Luftbeben

Für Peter Sloterdijk beginnt die Moderne in jenem Moment in Ypern (1. Weltkrieg, 1915), als der Mensch seine Umwelt aus der Perspektive ihrer Zerstörbarkeit in mehrfacher Hinsicht neu erblickt und verstanden hat. Er beschreibt die Modernen als einen Angriff auf alles, was wir für selbstverständlich oder gegeben halten. Allen voran der Terror, der von Menschen ausgeht und das Territorium durch »atmoterroristische« Interventionen unbewohnbar macht. Interessant und erwähnenswert ist dieses Buch aus meiner Sicht, weil es nüchtern herausarbeitet, in welch unreflektiertem Eifer das Design durch »atmotechnische Innovationen« (hier: Gasmasken u.a.) Abhilfe zu schaffen wusste. Sloterdijk bereichert das Argumentarium einer so notwendigen Designfolgenabschätzung, indem er darlegt, wie die verkreuzten Sinnzusammenhänge unserer Arbeit unsichtbar gestellt werden. Trotz allem Reden über die reflektierten Praktiker (verwiesen sei hier das Buch des Philosophen und Stadtplaners Donald Schön, »The Reflective Practitioner« und die immense, anhaltende Resonanz aus dem Design) passiert dies immer wieder — bis heute.

Terror from the air

For Peter Sloterdijk, modernity begins in the moment in Ypres (1915), when man has seen and understood his environment anew from the perspective of its destructibility in several respects. He describes modernity as an attack on everything we take for granted or given. Above all, the terror that emanates from human beings and makes the territory uninhabitable through “atmoterrorist” interventions. This book is interesting and worth mentioning from my point of view, because it soberly works out in what unthinking zeal the design was able to remedy through “atmotechnical innovations” (here: gas masks, etc.). Sloterdijk enriches the arguments of such a necessary design-impact-assessment by explaining how the contexts of our work are made invisible. Despite all the talk about the reflected practitioners (note the book by the philosopher and urban planner Donald Schön, “The Reflective Practitioner” and the immense, lasting resonance from the design) this happens again and again – until today.

»If I asked to say in a single sentence and as few words as possible what, apart from its incommensurable achievements in the arts, the 20th century introduced into the history of civilization by way of singular and incomparable features, the response would emerge with three criteria. Anybody wanting to grasp the originality of the era has to consider: the practice of terrorism, the concept of product design, and environmental thinking.

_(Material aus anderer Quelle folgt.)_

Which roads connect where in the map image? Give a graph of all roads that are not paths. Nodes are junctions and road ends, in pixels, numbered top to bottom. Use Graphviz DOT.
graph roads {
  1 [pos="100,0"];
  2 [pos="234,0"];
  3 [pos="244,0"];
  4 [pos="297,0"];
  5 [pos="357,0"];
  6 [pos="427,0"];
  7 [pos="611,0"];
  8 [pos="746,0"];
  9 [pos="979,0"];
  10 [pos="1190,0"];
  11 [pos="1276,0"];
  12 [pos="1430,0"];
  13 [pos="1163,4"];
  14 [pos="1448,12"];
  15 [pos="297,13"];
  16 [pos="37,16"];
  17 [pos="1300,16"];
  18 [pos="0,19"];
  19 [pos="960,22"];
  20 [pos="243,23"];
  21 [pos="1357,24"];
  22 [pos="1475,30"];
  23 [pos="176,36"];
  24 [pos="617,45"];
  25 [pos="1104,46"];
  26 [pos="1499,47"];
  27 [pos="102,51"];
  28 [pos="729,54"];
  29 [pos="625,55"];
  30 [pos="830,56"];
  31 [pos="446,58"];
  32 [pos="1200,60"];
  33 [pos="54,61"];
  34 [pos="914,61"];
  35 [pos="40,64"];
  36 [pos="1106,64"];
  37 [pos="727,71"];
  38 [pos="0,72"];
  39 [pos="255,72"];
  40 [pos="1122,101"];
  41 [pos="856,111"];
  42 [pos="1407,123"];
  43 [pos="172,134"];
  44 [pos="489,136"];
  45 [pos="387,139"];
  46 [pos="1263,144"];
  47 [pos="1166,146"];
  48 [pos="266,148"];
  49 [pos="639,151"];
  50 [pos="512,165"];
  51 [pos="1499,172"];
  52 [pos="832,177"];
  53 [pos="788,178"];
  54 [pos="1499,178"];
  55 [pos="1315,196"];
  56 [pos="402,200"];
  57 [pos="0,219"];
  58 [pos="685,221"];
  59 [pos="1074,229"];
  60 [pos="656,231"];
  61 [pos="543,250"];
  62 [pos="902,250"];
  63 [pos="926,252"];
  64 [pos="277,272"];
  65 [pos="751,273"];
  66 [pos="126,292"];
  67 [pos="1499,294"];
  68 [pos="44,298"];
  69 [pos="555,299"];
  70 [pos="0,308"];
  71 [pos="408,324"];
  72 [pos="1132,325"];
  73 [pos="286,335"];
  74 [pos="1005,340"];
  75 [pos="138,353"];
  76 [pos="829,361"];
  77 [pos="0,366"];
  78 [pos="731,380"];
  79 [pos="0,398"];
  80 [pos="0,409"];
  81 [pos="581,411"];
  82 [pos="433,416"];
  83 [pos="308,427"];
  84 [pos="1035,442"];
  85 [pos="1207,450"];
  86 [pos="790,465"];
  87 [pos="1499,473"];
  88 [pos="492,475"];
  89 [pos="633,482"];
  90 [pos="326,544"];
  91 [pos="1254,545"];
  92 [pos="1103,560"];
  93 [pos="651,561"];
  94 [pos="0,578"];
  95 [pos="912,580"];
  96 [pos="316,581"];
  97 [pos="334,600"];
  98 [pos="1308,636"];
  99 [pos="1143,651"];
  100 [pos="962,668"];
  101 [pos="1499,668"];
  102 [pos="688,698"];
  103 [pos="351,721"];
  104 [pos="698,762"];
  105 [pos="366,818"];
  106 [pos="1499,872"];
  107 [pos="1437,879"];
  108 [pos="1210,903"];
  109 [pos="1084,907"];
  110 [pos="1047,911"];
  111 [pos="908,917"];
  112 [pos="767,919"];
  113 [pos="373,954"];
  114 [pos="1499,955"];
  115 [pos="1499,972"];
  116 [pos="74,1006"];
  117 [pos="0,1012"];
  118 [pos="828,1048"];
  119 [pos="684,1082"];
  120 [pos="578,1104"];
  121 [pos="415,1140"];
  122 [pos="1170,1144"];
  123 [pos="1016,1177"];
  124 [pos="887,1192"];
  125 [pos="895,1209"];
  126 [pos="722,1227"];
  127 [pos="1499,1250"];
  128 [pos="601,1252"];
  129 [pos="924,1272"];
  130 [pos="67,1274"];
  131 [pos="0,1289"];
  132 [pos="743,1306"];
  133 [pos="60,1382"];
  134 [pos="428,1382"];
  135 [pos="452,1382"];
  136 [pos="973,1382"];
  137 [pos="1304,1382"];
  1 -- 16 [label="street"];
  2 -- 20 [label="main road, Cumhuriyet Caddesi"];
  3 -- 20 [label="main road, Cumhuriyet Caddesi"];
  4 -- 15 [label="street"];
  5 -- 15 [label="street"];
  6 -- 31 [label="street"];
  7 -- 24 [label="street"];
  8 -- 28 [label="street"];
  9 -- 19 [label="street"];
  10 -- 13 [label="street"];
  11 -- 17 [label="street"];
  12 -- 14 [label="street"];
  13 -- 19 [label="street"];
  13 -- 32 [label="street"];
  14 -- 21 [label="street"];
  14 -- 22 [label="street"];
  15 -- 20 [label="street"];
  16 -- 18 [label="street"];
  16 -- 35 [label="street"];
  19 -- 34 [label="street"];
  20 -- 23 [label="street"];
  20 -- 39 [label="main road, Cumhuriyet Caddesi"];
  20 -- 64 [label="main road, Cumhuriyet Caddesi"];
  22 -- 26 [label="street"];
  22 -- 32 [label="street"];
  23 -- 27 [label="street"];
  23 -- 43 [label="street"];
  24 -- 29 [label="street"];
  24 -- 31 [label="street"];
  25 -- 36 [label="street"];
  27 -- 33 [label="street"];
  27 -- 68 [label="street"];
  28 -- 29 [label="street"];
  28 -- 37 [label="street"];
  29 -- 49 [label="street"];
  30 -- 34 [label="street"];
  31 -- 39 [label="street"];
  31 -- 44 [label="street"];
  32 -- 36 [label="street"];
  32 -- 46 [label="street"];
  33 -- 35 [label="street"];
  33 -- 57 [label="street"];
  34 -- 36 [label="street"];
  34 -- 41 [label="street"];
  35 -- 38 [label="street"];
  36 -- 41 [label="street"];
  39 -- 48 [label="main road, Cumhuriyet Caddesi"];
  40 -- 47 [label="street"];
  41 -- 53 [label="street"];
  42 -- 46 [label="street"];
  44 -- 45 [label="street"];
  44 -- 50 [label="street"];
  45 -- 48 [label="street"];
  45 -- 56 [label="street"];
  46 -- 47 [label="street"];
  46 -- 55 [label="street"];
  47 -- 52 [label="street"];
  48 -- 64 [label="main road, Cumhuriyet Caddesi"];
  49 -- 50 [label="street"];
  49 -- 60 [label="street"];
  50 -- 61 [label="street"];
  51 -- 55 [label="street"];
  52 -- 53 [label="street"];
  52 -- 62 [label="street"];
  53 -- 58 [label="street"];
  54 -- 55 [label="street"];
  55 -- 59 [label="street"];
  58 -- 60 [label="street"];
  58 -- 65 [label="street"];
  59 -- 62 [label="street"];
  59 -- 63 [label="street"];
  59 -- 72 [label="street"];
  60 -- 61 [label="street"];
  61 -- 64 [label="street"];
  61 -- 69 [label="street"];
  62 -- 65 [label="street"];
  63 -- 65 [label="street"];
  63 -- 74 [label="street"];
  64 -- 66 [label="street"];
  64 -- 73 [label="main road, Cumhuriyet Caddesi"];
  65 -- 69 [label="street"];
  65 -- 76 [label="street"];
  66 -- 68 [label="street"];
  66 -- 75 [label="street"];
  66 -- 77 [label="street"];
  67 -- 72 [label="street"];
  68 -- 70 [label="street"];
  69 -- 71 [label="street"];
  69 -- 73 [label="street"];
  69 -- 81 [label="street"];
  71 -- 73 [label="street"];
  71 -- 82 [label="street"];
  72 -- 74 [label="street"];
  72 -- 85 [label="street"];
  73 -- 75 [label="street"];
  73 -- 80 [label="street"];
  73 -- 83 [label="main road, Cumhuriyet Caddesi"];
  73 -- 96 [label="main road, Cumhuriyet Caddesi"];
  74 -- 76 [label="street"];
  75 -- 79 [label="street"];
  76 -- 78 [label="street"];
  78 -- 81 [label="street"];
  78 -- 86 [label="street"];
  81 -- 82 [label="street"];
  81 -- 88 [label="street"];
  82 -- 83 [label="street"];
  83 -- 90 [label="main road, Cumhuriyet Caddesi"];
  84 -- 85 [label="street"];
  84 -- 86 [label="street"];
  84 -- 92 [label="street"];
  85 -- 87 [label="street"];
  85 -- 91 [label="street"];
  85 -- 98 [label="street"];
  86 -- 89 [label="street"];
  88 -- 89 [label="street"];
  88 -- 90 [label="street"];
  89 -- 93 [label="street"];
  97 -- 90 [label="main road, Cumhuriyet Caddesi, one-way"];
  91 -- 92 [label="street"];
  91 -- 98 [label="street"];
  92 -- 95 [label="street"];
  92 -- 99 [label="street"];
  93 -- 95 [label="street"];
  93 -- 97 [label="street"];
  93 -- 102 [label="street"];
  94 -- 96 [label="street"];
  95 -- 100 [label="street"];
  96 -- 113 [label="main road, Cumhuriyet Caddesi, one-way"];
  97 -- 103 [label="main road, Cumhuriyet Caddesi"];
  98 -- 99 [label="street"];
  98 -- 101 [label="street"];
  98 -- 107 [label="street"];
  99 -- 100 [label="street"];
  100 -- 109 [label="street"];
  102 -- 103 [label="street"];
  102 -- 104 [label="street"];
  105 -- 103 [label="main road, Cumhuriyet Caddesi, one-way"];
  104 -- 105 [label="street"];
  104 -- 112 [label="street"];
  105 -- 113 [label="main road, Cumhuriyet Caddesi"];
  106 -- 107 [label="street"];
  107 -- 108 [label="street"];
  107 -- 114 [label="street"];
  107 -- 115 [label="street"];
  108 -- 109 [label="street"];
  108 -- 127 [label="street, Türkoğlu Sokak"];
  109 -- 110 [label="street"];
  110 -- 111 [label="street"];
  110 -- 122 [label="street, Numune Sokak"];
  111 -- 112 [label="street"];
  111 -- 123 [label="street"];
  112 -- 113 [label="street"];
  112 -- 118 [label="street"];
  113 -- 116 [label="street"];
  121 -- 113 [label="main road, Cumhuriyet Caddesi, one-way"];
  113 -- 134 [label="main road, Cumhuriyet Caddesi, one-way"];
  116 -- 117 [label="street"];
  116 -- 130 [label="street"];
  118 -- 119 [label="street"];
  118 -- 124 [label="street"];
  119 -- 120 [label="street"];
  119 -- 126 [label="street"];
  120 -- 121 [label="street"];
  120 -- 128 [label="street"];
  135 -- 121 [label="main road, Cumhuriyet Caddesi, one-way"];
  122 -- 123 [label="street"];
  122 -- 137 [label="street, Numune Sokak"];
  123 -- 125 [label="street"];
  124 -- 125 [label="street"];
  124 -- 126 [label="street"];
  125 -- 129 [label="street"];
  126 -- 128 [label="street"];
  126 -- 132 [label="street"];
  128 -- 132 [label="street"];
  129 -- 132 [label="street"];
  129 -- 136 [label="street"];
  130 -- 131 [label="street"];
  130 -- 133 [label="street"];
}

With the first, enemy interaction was established on a post militaristic basis; with the second functionalism was enabled to re-connect to the world of perception; and with the third, phenomena of life and knowledge became more profoundly linked than ever before. Taken together, all three mark an acceleration in “explication.’’ In other words: the revealing-inclusion of the background givens underlying manifest operations.«

Sloterdijk, P. (2009). Terror from the air. Los Angeles: Semiotext(e)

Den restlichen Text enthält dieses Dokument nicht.